The Outstater: When the Law Is not the Law

June 19, 2014

DO WE PUT TOO MUCH FAITH  in constitutions? What if securing liberty is harder work than setting words to paper?

Our foundation tried to answer that question 20 years ago this month. It filed a lawsuit against the Indiana Legislature, which had hidden a pay raise in a package of bills.

The Indiana Constitution, of course, specifically and exactly prohibits such trickery. Article IV, Section 19: “An act, except an act for the codification, revision or rearrangement of laws, shall be confined to one subject and matters properly connected therewith.”

There are obvious reasons for that. The authors suspected that future Hoosier legislators would from time to time try to slip one by the citizenry. The General Assembly that year simply confirmed the suspicion.

The court nonetheless turned its back on the case. The justices held that we had no “standing,” a term of legal art to which we will return in a minute.

Now, anyone who tries to make sense of Congress or a statehouse can imagine how better things would be today if every member had to vote up or down on each individual bill. The nation would be brimming with accountability. Reform would be a matter of course.

Justice Brent Dickson, in his minority opinion, argued that the resulting public good in itself justified taking up our case. He called the majority’s decision to the contrary “an enormous, if not a prohibitive, obstacle to citizens seeking access to the courts upon claims that the General Assembly has exceeded the limits of its constitutional powers.” He hinted that the court had abdicated its responsibility to define the extent of the powers of the political branches.

But there is more to it than that. A friend of legal talent explains: “Denying that a taxpayer has standing to bring an action against a political branch unless he can demonstrate a distinct harm particular to himself is the means by which courts have declined to intervene in what they regard as political questions.”

This so-called “political questions doctrine” is historically a measure of judicial “modesty and deference” to the political branches. And our little lawsuit, it turns out, joins a larger argument at the national level, one outlined in “Stopping a Lawless President,” a recent column by George Will. We have a president, Mr. Will admonishes the judiciary, who does not feel obligated to “take care that the laws be faithfully executed.”

Finally, the editors of the Wall Street Journal have added up the cost of such dereliction, particularly of allowing that same political questions doctrine to block the legal standing of citizens, particularly congressmen, who would otherwise sue:

“To the extent individuals have not suffered concrete injuries that the courts traditionally redress, (President Barack Obama) feels he can act without consequence to create whole-cloth regulatory regimes. This makes the inherent Article I powers of Congress irrelevant, with perhaps permanent damage to the separation of powers and political accountability. If Mr.
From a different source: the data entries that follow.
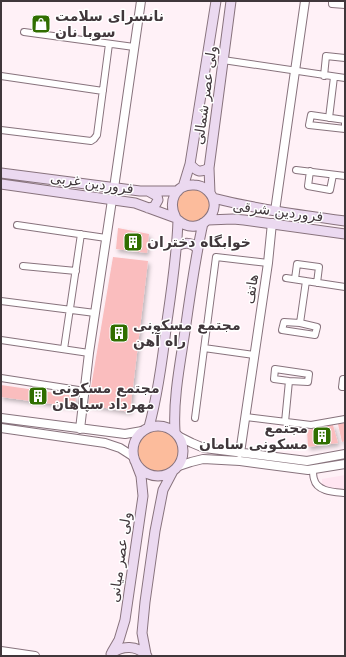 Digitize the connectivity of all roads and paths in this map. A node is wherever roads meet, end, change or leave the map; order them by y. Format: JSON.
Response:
{"nodes":[{"id":1,"x":141,"y":1,"type":"edge"},
{"id":2,"x":216,"y":1,"type":"edge"},
{"id":3,"x":231,"y":1,"type":"edge"},
{"id":4,"x":305,"y":1,"type":"edge"},
{"id":5,"x":332,"y":1,"type":"edge"},
{"id":6,"x":345,"y":5,"type":"edge"},
{"id":7,"x":24,"y":32,"type":"dead end"},
{"id":8,"x":109,"y":44,"type":"junction"},
{"id":9,"x":134,"y":46,"type":"junction"},
{"id":10,"x":345,"y":58,"type":"edge"},
{"id":11,"x":224,"y":60,"type":"junction"},
{"id":12,"x":295,"y":71,"type":"junction"},
{"id":13,"x":1,"y":76,"type":"edge"},
{"id":14,"x":324,"y":76,"type":"junction"},
{"id":15,"x":334,"y":77,"type":"junction"},
{"id":16,"x":345,"y":78,"type":"edge"},
{"id":17,"x":103,"y":91,"type":"junction"},
{"id":18,"x":329,"y":118,"type":"junction"},
{"id":19,"x":1,"y":130,"type":"edge"},
{"id":20,"x":190,"y":164,"type":"junction"},
{"id":21,"x":209,"y":168,"type":"junction"},
{"id":22,"x":296,"y":170,"type":"dead end"},
{"id":23,"x":310,"y":172,"type":"junction"},
{"id":24,"x":1,"y":173,"type":"edge"},
{"id":25,"x":333,"y":175,"type":"junction"},
{"id":26,"x":345,"y":176,"type":"edge"},
{"id":27,"x":1,"y":184,"type":"edge"},
{"id":28,"x":114,"y":188,"type":"junction"},
{"id":29,"x":180,"y":189,"type":"junction"},
{"id":30,"x":148,"y":191,"type":"junction"},
{"id":31,"x":211,"y":195,"type":"junction"},
{"id":32,"x":112,"y":200,"type":"junction"},
{"id":33,"x":236,"y":204,"type":"junction"},
{"id":34,"x":148,"y":208,"type":"junction"},
{"id":35,"x":275,"y":211,"type":"junction"},
{"id":36,"x":177,"y":219,"type":"junction"},
{"id":37,"x":233,"y":219,"type":"junction"},
{"id":38,"x":345,"y":221,"type":"edge"},
{"id":39,"x":206,"y":222,"type":"junction"},
{"id":40,"x":272,"y":223,"type":"junction"},
{"id":41,"x":17,"y":225,"type":"dead end"},
{"id":42,"x":81,"y":234,"type":"junction"},
{"id":43,"x":345,"y":234,"type":"edge"},
{"id":44,"x":106,"y":238,"type":"junction"},
{"id":45,"x":177,"y":246,"type":"junction"},
{"id":46,"x":197,"y":248,"type":"junction"},
{"id":47,"x":268,"y":263,"type":"junction"},
{"id":48,"x":23,"y":266,"type":"dead end"},
{"id":49,"x":76,"y":272,"type":"junction"},
{"id":50,"x":286,"y":278,"type":"dead end"},
{"id":51,"x":295,"y":280,"type":"junction"},
{"id":52,"x":306,"y":281,"type":"junction"},
{"id":53,"x":317,"y":283,"type":"junction"},
{"id":54,"x":345,"y":287,"type":"edge"},
{"id":55,"x":1,"y":301,"type":"edge"},
{"id":56,"x":70,"y":310,"type":"junction"},
{"id":57,"x":95,"y":313,"type":"junction"},
{"id":58,"x":300,"y":323,"type":"junction"},
{"id":59,"x":1,"y":340,"type":"edge"},
{"id":60,"x":204,"y":348,"type":"junction"},
{"id":61,"x":64,"y":349,"type":"junction"},
{"id":62,"x":89,"y":353,"type":"junction"},
{"id":63,"x":254,"y":355,"type":"junction"},
{"id":64,"x":1,"y":378,"type":"edge"},
{"id":65,"x":345,"y":379,"type":"edge"},
{"id":66,"x":289,"y":381,"type":"junction"},
{"id":67,"x":345,"y":387,"type":"edge"},
{"id":68,"x":85,"y":391,"type":"junction"},
{"id":69,"x":246,"y":416,"type":"junction"},
{"id":70,"x":1,"y":418,"type":"edge"},
{"id":71,"x":195,"y":418,"type":"dead end"},
{"id":72,"x":345,"y":419,"type":"edge"},
{"id":73,"x":285,"y":422,"type":"junction"},
{"id":74,"x":1,"y":428,"type":"edge"},
{"id":75,"x":80,"y":429,"type":"junction"},
{"id":76,"x":146,"y":429,"type":"junction"},
{"id":77,"x":177,"y":434,"type":"junction"},
{"id":78,"x":240,"y":453,"type":"junction"},
{"id":79,"x":345,"y":454,"type":"edge"},
{"id":80,"x":135,"y":460,"type":"junction"},
{"id":81,"x":345,"y":464,"type":"edge"},
{"id":82,"x":176,"y":469,"type":"junction"},
{"id":83,"x":313,"y":469,"type":"junction"},
{"id":84,"x":345,"y":493,"type":"edge"},
{"id":85,"x":1,"y":651,"type":"edge"},
{"id":86,"x":110,"y":654,"type":"edge"},
{"id":87,"x":146,"y":655,"type":"edge"},
{"id":88,"x":35,"y":656,"type":"edge"}],
"edges":[{"from":1,"to":9,"type":"street"},
{"from":2,"to":20,"type":"main road","name":"ولی عصر شمالی"},
{"from":3,"to":11,"type":"main road","name":"ولی عصر شمالی"},
{"from":4,"to":12,"type":"street"},
{"from":5,"to":6,"type":"street"},
{"from":7,"to":8,"type":"street"},
{"from":8,"to":9,"type":"street"},
{"from":8,"to":17,"type":"street"},
{"from":9,"to":28,"type":"street"},
{"from":10,"to":14,"type":"street"},
{"from":11,"to":12,"type":"street"},
{"from":11,"to":21,"type":"main road","name":"ولی عصر شمالی"},
{"from":12,"to":14,"type":"street"},
{"from":12,"to":35,"type":"street"},
{"from":13,"to":17,"type":"street"},
{"from":14,"to":15,"type":"street"},
{"from":15,"to":16,"type":"street"},
{"from":15,"to":18,"type":"street"},
{"from":17,"to":19,"type":"street"},
{"from":18,"to":18,"type":"street"},
{"from":20,"to":21,"type":"main road"},
{"from":20,"to":29,"type":"main road","name":"ولی عصر شمالی"},
{"from":21,"to":31,"type":"main road","name":"ولی عصر شمالی"},
{"from":22,"to":23,"type":"street"},
{"from":23,"to":25,"type":"street"},
{"from":23,"to":25,"type":"street"},
{"from":24,"to":28,"type":"main road","name":"فروردین غربی"},
{"from":25,"to":26,"type":"street"},
{"from":27,"to":32,"type":"main road","name":"فروردین غربی"},
{"from":28,"to":30,"type":"main road","name":"فروردین غربی"},
{"from":29,"to":30,"type":"main road","name":"فروردین غربی"},
{"from":29,"to":31,"type":"main road"},
{"from":29,"to":36,"type":"main road"},
{"from":30,"to":34,"type":"main road"},
{"from":31,"to":33,"type":"main road","name":"فروردین شرقی"},
{"from":31,"to":39,"type":"main road"},
{"from":32,"to":34,"type":"main road","name":"فروردین غربی"},
{"from":32,"to":44,"type":"street"},
{"from":33,"to":35,"type":"main road","name":"فروردین شرقی"},
{"from":33,"to":37,"type":"main road"},
{"from":34,"to":36,"type":"main road","name":"فروردین غربی"},
{"from":35,"to":38,"type":"main road","name":"فروردین شرقی"},
{"from":36,"to":39,"type":"main road"},
{"from":36,"to":45,"type":"main road"},
{"from":37,"to":39,"type":"main road","name":"فروردین شرقی"},
{"from":37,"to":40,"type":"main road","name":"فروردین شرقی"},
{"from":39,"to":46,"type":"main road"},
{"from":40,"to":43,"type":"main road","name":"فروردین شرقی"},
{"from":40,"to":47,"type":"street","name":"هاتف"},
{"from":41,"to":42,"type":"street"},
{"from":42,"to":44,"type":"street"},
{"from":42,"to":49,"type":"street"},
{"from":44,"to":57,"type":"street"},
{"from":45,"to":46,"type":"main road"},
{"from":45,"to":76,"type":"main road"},
{"from":46,"to":77,"type":"main road"},
{"from":47,"to":60,"type":"street"},
{"from":47,"to":63,"type":"street","name":"هاتف"},
{"from":48,"to":49,"type":"street"},
{"from":49,"to":56,"type":"street"},
{"from":50,"to":51,"type":"street"},
{"from":51,"to":52,"type":"street"},
{"from":51,"to":53,"type":"street"},
{"from":52,"to":53,"type":"street"},
{"from":52,"to":58,"type":"street"},
{"from":53,"to":54,"type":"street"},
{"from":55,"to":56,"type":"street"},
{"from":56,"to":57,"type":"street"},
{"from":56,"to":61,"type":"street"},
{"from":57,"to":62,"type":"street"},
{"from":58,"to":58,"type":"street"},
{"from":59,"to":61,"type":"street"},
{"from":60,"to":63,"type":"street"},
{"from":60,"to":71,"type":"street"},
{"from":61,"to":62,"type":"street"},
{"from":62,"to":68,"type":"street"},
{"from":63,"to":69,"type":"street","name":"هاتف"},
{"from":64,"to":68,"type":"street"},
{"from":65,"to":67,"type":"street"},
{"from":66,"to":66,"type":"street"},
{"from":66,"to":73,"type":"street"},
{"from":68,"to":75,"type":"street"},
{"from":69,"to":73,"type":"street"},
{"from":69,"to":78,"type":"street","name":"هاتف"},
{"from":70,"to":75,"type":"street"},
{"from":72,"to":73,"type":"street"},
{"from":74,"to":80,"type":"street"},
{"from":75,"to":76,"type":"street"},
{"from":76,"to":77,"type":"main road"},
{"from":76,"to":80,"type":"main road"},
{"from":77,"to":78,"type":"street"},
{"from":77,"to":82,"type":"main road"},
{"from":78,"to":79,"type":"street"},
{"from":80,"to":82,"type":"main road"},
{"from":80,"to":86,"type":"main road","name":"ولی عصر میانی"},
{"from":81,"to":83,"type":"street"},
{"from":82,"to":83,"type":"street"},
{"from":82,"to":87,"type":"main road"},
{"from":83,"to":84,"type":"street"},
{"from":85,"to":88,"type":"street"},
{"from":86,"to":87,"type":"main road"}]}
Obama gets away with it, the next president probably will, too.”

We still hold, then, that the Indiana Legislature was profoundly wrong. And there has been no serious counter argument, i.e., that it has a right of convenience to bundle unpopular measures with popular ones and thereby render the legislative processes incomprehensible.

Nor is there any reason a majority in Indianapolis couldn’t pass a law next session reaffirming Article IV, Section 19, and then, on the signature of the governor, faithfully abiding by it.

Oh, but there is a reason, isn’t there?

Our politicians, or at least the more powerful among them, would be kings and not mere subjects of old laws. That is true to the degree that they are unabashed in ignoring the words of their own state Constitution — not refuting them, mind you, or even misinterpreting them, but simply ignoring them.

History tells us that that is concerning. The very reason legislatures and parliaments exist is to constrain the always tyrannical impulse of government. If, instead, they choose to act as governors themselves, and the judiciary thinks it unwise to intervene, your liberty is for sale or trade.

We discovered at some expense that there is no quick fix for that here, no lawsuit that can be filed one day and magically rebalance our political system the next. With legal and constitutional remedies blocked, representative democracy is what we have left, and it is a messy, grinding, uncertain slog — neighborhood by neighborhood, district by district, legislator by legislator.

That slog, however, has begun. This spring’s upset-filled GOP primary is portend. And no court need be consulted.